Some simple amendments. --Nomen4Omen (talk) 19:44, 1 February 2016 (UTC)[reply]

Every reference cited lists the average complexity of insert and delete as O(log n). This is because an insert or delete operation is considered to be done without regard to the state of the tree. The operation must start at the root node of the tree and search until it finds the appropriate place to either insert or delete the desired element. There is no dependence on any previous traversal of the tree for this operation to happen. — Preceding unsigned comment added by Jmonty42 (talk • contribs) 21:38, 29 September 2015 (UTC)[reply]
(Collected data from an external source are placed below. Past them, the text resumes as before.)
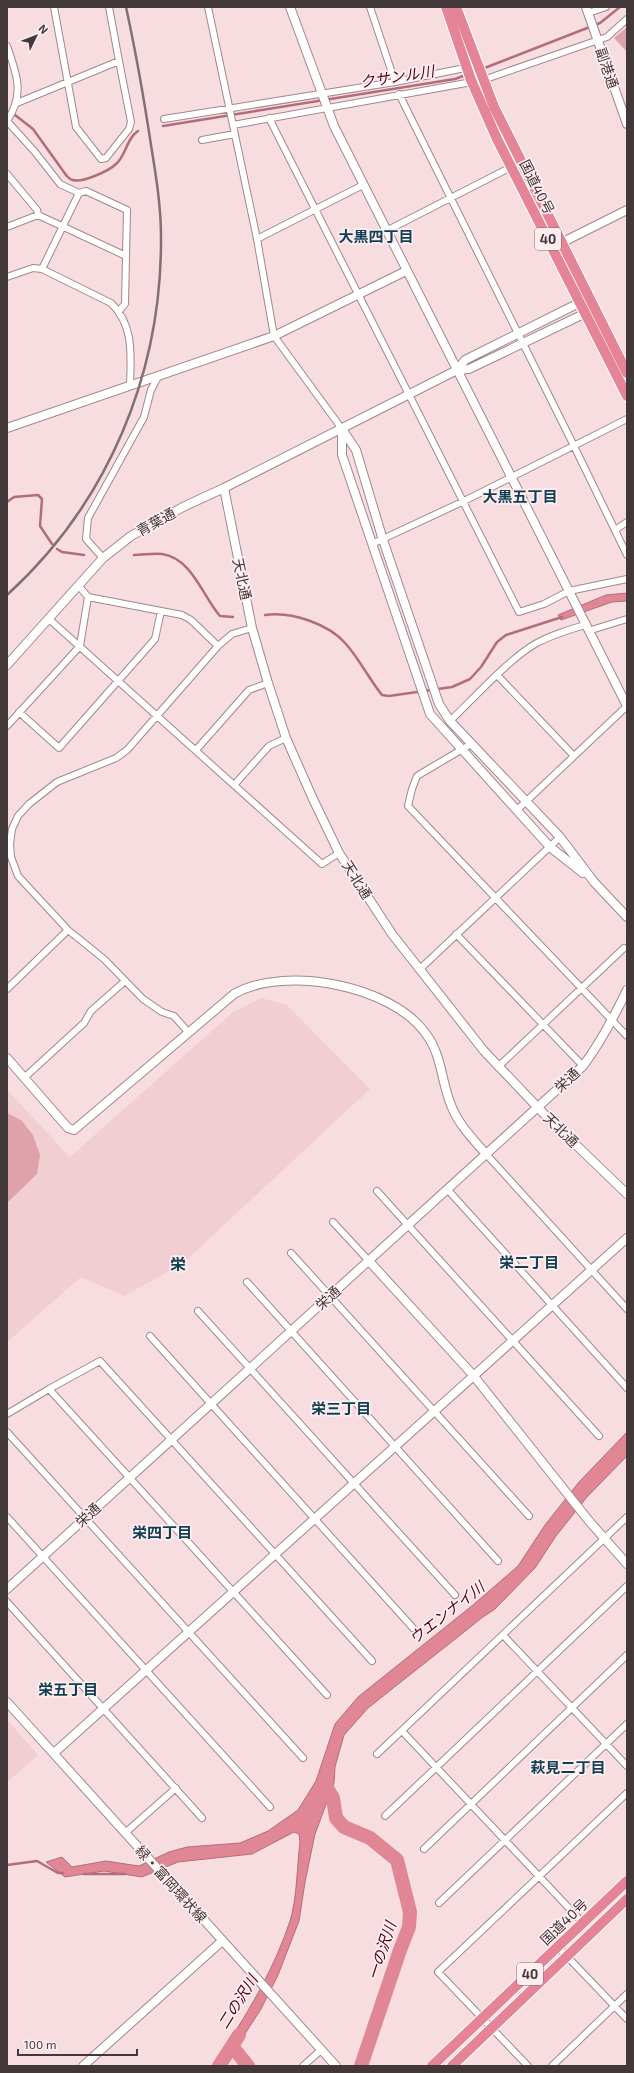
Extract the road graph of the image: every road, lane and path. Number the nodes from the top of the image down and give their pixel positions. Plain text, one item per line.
1 (54, 7) edge
2 (109, 7) edge
3 (208, 7) edge
4 (290, 7) edge
5 (370, 7) edge
6 (446, 7) edge
7 (456, 7) edge
8 (606, 7) edge
9 (588, 13) edge
10 (627, 20) edge
11 (596, 37) junction
12 (7, 46) edge
13 (119, 61) junction
14 (475, 74) junction
15 (68, 82) junction
16 (395, 82) junction
17 (399, 94) junction
18 (325, 101) junction
19 (17, 103) junction
20 (230, 110) junction
21 (269, 118) junction
22 (164, 119) dead end
23 (7, 121) edge
24 (233, 124) junction
25 (627, 124) edge
26 (235, 134) junction
27 (202, 140) dead end
28 (521, 162) junction
29 (511, 167) junction
30 (8, 178) edge
31 (363, 185) junction
32 (79, 193) junction
33 (450, 199) junction
34 (315, 209) junction
35 (627, 210) edge
36 (38, 215) junction
37 (63, 226) junction
38 (7, 227) edge
39 (386, 231) junction
40 (256, 239) junction
41 (561, 243) junction
42 (126, 256) junction
43 (42, 269) junction
44 (406, 271) junction
45 (7, 277) edge
46 (358, 294) junction
47 (584, 300) junction
48 (119, 311) junction
49 (590, 311) junction
50 (518, 333) junction
51 (274, 336) junction
52 (523, 342) junction
53 (457, 370) junction
54 (627, 373) edge
55 (159, 375) junction
56 (130, 385) junction
57 (409, 395) junction
58 (627, 396) edge
59 (627, 418) edge
60 (7, 428) edge
61 (342, 429) junction
62 (574, 446) junction
63 (511, 478) junction
64 (224, 488) junction
65 (462, 502) junction
66 (627, 522) edge
67 (615, 530) junction
68 (383, 540) junction
69 (372, 544) junction
70 (627, 555) edge
71 (103, 558) junction
72 (627, 579) edge
73 (78, 585) junction
74 (570, 595) junction
75 (88, 597) junction
76 (161, 611) junction
77 (49, 619) junction
78 (627, 619) edge
79 (585, 626) junction
80 (252, 628) junction
81 (80, 646) junction
82 (218, 646) junction
83 (7, 665) edge
84 (498, 676) junction
85 (117, 681) junction
86 (268, 683) junction
87 (627, 706) edge
88 (19, 712) junction
89 (157, 715) junction
90 (450, 721) junction
91 (7, 726) edge
92 (286, 738) junction
93 (472, 744) junction
94 (196, 750) junction
95 (461, 750) junction
96 (574, 756) junction
97 (235, 784) junction
98 (526, 802) junction
99 (517, 810) junction
100 (560, 837) junction
101 (550, 847) junction
102 (339, 853) junction
103 (594, 882) junction
104 (496, 898) junction
105 (627, 917) edge
106 (68, 930) junction
107 (456, 934) junction
108 (624, 948) dead end
109 (420, 969) junction
110 (125, 981) junction
111 (582, 988) junction
112 (7, 989) edge
113 (627, 990) edge
114 (613, 1021) junction
115 (543, 1026) junction
116 (189, 1033) junction
117 (627, 1036) edge
118 (7, 1058) edge
119 (583, 1066) junction
120 (498, 1067) junction
121 (24, 1078) junction
122 (537, 1108) junction
123 (486, 1154) junction
124 (447, 1190) junction
125 (377, 1191) dead end
126 (627, 1194) edge
127 (333, 1222) dead end
128 (408, 1225) junction
129 (627, 1238) edge
130 (291, 1253) dead end
131 (369, 1261) junction
132 (591, 1270) junction
133 (247, 1282) dead end
134 (330, 1296) junction
135 (552, 1305) junction
136 (627, 1309) edge
137 (198, 1311) dead end
138 (292, 1331) junction
139 (150, 1336) dead end
140 (513, 1340) junction
141 (250, 1368) junction
142 (473, 1375) junction
143 (627, 1388) edge
144 (49, 1389) junction
145 (210, 1404) junction
146 (434, 1411) junction
147 (7, 1414) edge
148 (7, 1432) edge
149 (599, 1436) dead end
150 (172, 1439) junction
151 (395, 1446) junction
152 (129, 1478) junction
153 (354, 1483) junction
154 (529, 1516) dead end
155 (7, 1517) edge
156 (627, 1517) edge
157 (85, 1518) junction
158 (314, 1519) junction
159 (604, 1539) junction
160 (276, 1554) junction
161 (43, 1556) junction
162 (498, 1561) dead end
163 (627, 1564) edge
164 (627, 1586) edge
165 (7, 1589) edge
166 (233, 1592) junction
167 (456, 1595) dead end
168 (7, 1602) edge
169 (413, 1628) dead end
170 (189, 1632) junction
171 (503, 1635) junction
172 (627, 1655) edge
173 (372, 1661) dead end
174 (146, 1670) junction
175 (537, 1672) junction
176 (326, 1695) dead end
177 (7, 1702) edge
178 (572, 1708) junction
179 (104, 1709) junction
180 (627, 1724) edge
181 (402, 1731) junction
182 (606, 1744) junction
183 (54, 1753) junction
184 (377, 1754) dead end
185 (303, 1758) dead end
186 (627, 1766) edge
187 (437, 1768) junction
188 (176, 1788) junction
189 (627, 1792) edge
190 (471, 1804) junction
191 (270, 1807) dead end
192 (385, 1816) dead end
193 (202, 1818) dead end
194 (125, 1833) junction
195 (505, 1840) junction
196 (424, 1848) dead end
197 (539, 1875) junction
198 (627, 1881) edge
199 (627, 1899) edge
200 (439, 1903) dead end
201 (583, 1923) junction
202 (221, 1942) junction
203 (558, 1947) junction
204 (567, 1956) junction
205 (627, 1994) edge
206 (615, 2006) junction
207 (483, 2018) junction
208 (627, 2019) edge
209 (492, 2028) junction
210 (321, 2050) junction
211 (84, 2066) edge
212 (303, 2066) edge
213 (336, 2066) edge
214 (432, 2066) edge
215 (452, 2066) edge
216 (528, 2066) edge
217 (552, 2066) edge

1 - 15 street
2 - 13 street
3 - 20 street
4 - 18 street
5 - 16 street
6 - 14 highway, 国道40号 / 40
7 - 14 highway, 国道40号 / 40
8 - 9 street
9 - 11 street, 副港通
10 - 11 street
11 - 14 street
11 - 25 street, 副港通
12 - 19 street
13 - 15 street
13 - 15 street
14 - 16 street
14 - 17 street
14 - 28 highway, 国道40号 / 40
14 - 29 highway, 国道40号 / 40
15 - 19 street
16 - 18 street
17 - 18 street
17 - 33 street
18 - 20 street
18 - 21 street
18 - 31 street
19 - 23 street
20 - 22 street
20 - 24 street
21 - 24 street
21 - 34 street
23 - 32 street
24 - 26 street
26 - 27 street
26 - 40 street
28 - 29 street
28 - 41 highway, 国道40号 / 40
29 - 33 street
29 - 47 highway, 国道40号 / 40
30 - 36 street
31 - 34 street
31 - 39 street
32 - 37 street
32 - 42 street
33 - 39 street
33 - 50 street
34 - 40 street
34 - 46 street
35 - 41 street
36 - 37 street
36 - 38 street
37 - 42 street
37 - 43 street
39 - 44 street
40 - 51 street
41 - 47 highway, 国道40号 / 40
42 - 48 street
43 - 45 street
43 - 48 street
44 - 46 street
44 - 53 street
46 - 51 street
46 - 57 street
47 - 49 highway, 国道40号 / 40
47 - 50 street
48 - 56 street
49 - 52 street
49 - 54 highway, 国道40号 / 40
49 - 58 highway, 国道40号 / 40
50 - 52 street
50 - 53 street
51 - 55 street
51 - 61 street
52 - 53 street
52 - 62 street
53 - 57 street, 青葉通
53 - 63 street
55 - 56 street
55 - 71 street
56 - 60 street
57 - 61 street, 青葉通
57 - 65 street
59 - 62 street
61 - 64 street, 青葉通
61 - 68 street
61 - 69 street
62 - 63 street
62 - 67 street
63 - 65 street
63 - 74 street
64 - 71 street, 青葉通
64 - 80 street, 天北通
65 - 68 street
65 - 74 street
66 - 67 street
67 - 70 street
68 - 69 street
68 - 90 street
69 - 95 street
71 - 73 street, 青葉通
72 - 74 street
73 - 75 street
73 - 77 street, 青葉通
74 - 79 street
75 - 76 street
75 - 81 street
76 - 82 street
76 - 85 street
77 - 81 street
77 - 83 street, 青葉通
78 - 79 street
79 - 84 street
79 - 87 street
80 - 82 street
80 - 86 street, 天北通
81 - 85 street
81 - 88 street
82 - 89 street
84 - 90 street
84 - 96 street
85 - 88 street
85 - 89 street
86 - 92 street, 天北通
86 - 94 street
87 - 96 street
88 - 91 street
89 - 94 street
89 - 106 street
90 - 93 street
92 - 97 street
92 - 102 street, 天北通
93 - 95 street
93 - 98 street
94 - 97 street
95 - 99 street
95 - 104 street
96 - 98 street
97 - 102 street
98 - 99 street
98 - 100 street
99 - 101 street
100 - 101 street
100 - 103 street
101 - 103 street
101 - 104 street
102 - 109 street, 天北通
103 - 105 street
104 - 107 street
104 - 111 street
106 - 110 street
106 - 112 street
107 - 109 street
107 - 115 street
108 - 111 street
109 - 120 street, 天北通
110 - 116 street
110 - 121 street
111 - 114 street
111 - 115 street
113 - 114 street, 栄通
114 - 117 street
114 - 119 street, 栄通
115 - 119 street
115 - 120 street
116 - 121 street
116 - 123 street
118 - 121 street
119 - 122 street, 栄通
120 - 122 street, 天北通
122 - 123 street, 栄通
122 - 126 street, 天北通
123 - 124 street, 栄通
123 - 132 street
124 - 128 street, 栄通
124 - 135 street
125 - 128 street
127 - 131 street
128 - 131 street, 栄通
128 - 140 street
129 - 132 street
130 - 134 street
131 - 134 street, 栄通
131 - 142 street
132 - 135 street
132 - 136 street
133 - 138 street
134 - 138 street, 栄通
134 - 146 street
135 - 140 street
135 - 143 street
137 - 141 street
138 - 141 street, 栄通
138 - 151 street
139 - 145 street
140 - 142 street
140 - 149 street
141 - 145 street, 栄通
141 - 153 street
142 - 146 street
142 - 159 street
144 - 147 street
144 - 150 street
144 - 152 street
145 - 150 street, 栄通
145 - 158 street
146 - 151 street
146 - 154 street
148 - 157 street
150 - 152 street, 栄通
150 - 160 street
151 - 153 street
151 - 162 street
152 - 157 street, 栄通
152 - 166 street
153 - 158 street
153 - 167 street
155 - 161 street
156 - 159 street
157 - 161 street, 栄通
157 - 170 street
158 - 160 street
158 - 169 street
159 - 163 street
159 - 171 street
160 - 166 street
160 - 173 street
161 - 165 street, 栄通
161 - 174 street
164 - 175 street
166 - 170 street
166 - 176 street
168 - 179 street
170 - 174 street
170 - 185 street
171 - 175 street
171 - 181 street
172 - 178 street
174 - 179 street
174 - 191 street
175 - 178 street
175 - 187 street
177 - 183 street, 緑・富岡環状線
178 - 182 street
178 - 190 street
179 - 183 street
179 - 188 street
180 - 182 street
181 - 184 street
181 - 187 street
182 - 186 street
182 - 195 street
183 - 194 street, 緑・富岡環状線
187 - 190 street
187 - 192 street
188 - 193 street
188 - 194 street
189 - 197 street
190 - 195 street
190 - 196 street
194 - 202 street, 緑・富岡環状線
195 - 197 street
195 - 200 street
197 - 201 street
197 - 207 street
198 - 201 highway, 国道40号 / 40
199 - 204 highway, 国道40号 / 40
201 - 203 highway, 国道40号 / 40
202 - 210 street, 緑・富岡環状線
202 - 211 street
203 - 204 street
203 - 207 highway, 国道40号 / 40
204 - 206 street
204 - 209 highway, 国道40号 / 40
205 - 206 street
206 - 208 street
206 - 217 street
207 - 209 street
207 - 214 highway, 国道40号 / 40
209 - 215 highway, 国道40号 / 40
209 - 216 street
210 - 212 street
210 - 213 street, 緑・富岡環状線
It is quite common to list the average complexity of insert and delete as O(log n). The above contribution also states: "The operation must start at the root node of the tree". But this is not absolutely true. Assume a tree having more than one access path to an object, e.g. a free storage management system with two access paths to each free space chunk, one with size as key, which will be used at storage acquisition, and the second with start address, which will be used at storage return. At storage acquisition, a chunk of sufficient size has to be searched for, removed from the set of free chunks in both trees and a possible remainder reentered into the set of free chunks in both trees. The walk from the node in the size-tree to the node in the address-tree can be accomplished within the chunk, so that no second search (for the address-chunk) is required. So in case the size fits exactly, we have a deletion (size-tree) with O(log n) and a deletion (address-tree) with a deletion cost where the operation does not start at the root node, it can start at the target node so that no searching is required. The walk from the node in the size-tree to the node in the address-tree is one (1!) instruction. For most balanced BSTs the worst case update cost amounts to O(log n), but on average it is O(1). If the size does not fit exactly, we have additionally to reinsert the remaining size (requiring a second size-search). In the address tree, because the chunk is already in correct (address-)sort order, we can immediately reuse the node. Thus, the cost is from 1 search and 2 mere (= without search) deletions up to 2 searches and 2 mere deletions and 2 mere insertions.
At storage return time, the user arrives with (start address, size). This has to be checked for conflicts with present free chunks. If there is no conflict it has to be looked for adjacent free chunks, so that these can be joined to make up a bigger free chunk. Thus we have, in the non-adjacent case, an insertion (address-tree) with search and O(log n) and an insertion (size-tree) with search and O(log n). The check for adjacency requires a 1-step traversal in both directions, address up and address down, which also amounts to O(log n) in the worst case, but on average is O(1). So, at storage return time we have 2 search operations, although we maintain at least two trees and in each tree up to three objects, i.e. we update from at least 2 up to 6 objects altogether.
The only source of which I know so far, that to some extent separates search cost from mere update cost, is Mehlhorn [7 Sorted Sequences]. On p.158 under "7.4 Amortized Analysis of Update Operations": "Theorem 25. Consider an (a, b)-tree with b ≥ 2a that is initially empty. For any sequence of n insert or remove operations, the total number of split (p.151) or fuse(p.152) operations is O(n)." (Split or fuse are needed only for rebalancing operations.) And on p.165: "AVL trees do not support constant amortized update costs."
Because O(log n) and O(1) always sum up to O(log n) there is IMHO nothing wrong when stating: update cost is O(log n) in the worst case and O(1) on average when search is not included. So I would appreciate very much to find another and maybe more explicit source for this separation. --Nomen4Omen (talk) 17:24, 1 February 2016 (UTC)[reply]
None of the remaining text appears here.